» **Records supplied**:
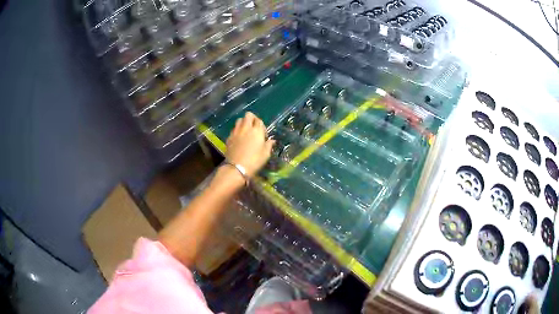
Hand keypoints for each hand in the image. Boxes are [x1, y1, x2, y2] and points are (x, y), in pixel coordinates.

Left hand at [225, 112, 274, 176]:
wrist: (237, 168)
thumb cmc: (254, 161)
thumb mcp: (266, 154)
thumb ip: (269, 145)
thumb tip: (272, 140)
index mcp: (256, 131)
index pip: (259, 120)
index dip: (262, 126)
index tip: (263, 135)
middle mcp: (246, 128)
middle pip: (248, 115)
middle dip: (252, 119)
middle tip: (254, 128)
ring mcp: (236, 132)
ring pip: (239, 120)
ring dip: (243, 123)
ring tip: (246, 132)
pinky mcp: (229, 137)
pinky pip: (234, 129)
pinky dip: (237, 131)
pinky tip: (239, 139)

» **Task**: For this exercise, please copy exactly the lines from the one holding "middle tip: (254, 128)" through the end of the records, the first and last included.

» **Exercise response**:
middle tip: (254, 128)
ring mcp: (236, 132)
ring pip: (239, 120)
ring dip: (243, 123)
ring tip: (246, 132)
pinky mcp: (229, 137)
pinky pip: (234, 129)
pinky dip: (237, 131)
pinky tip: (239, 139)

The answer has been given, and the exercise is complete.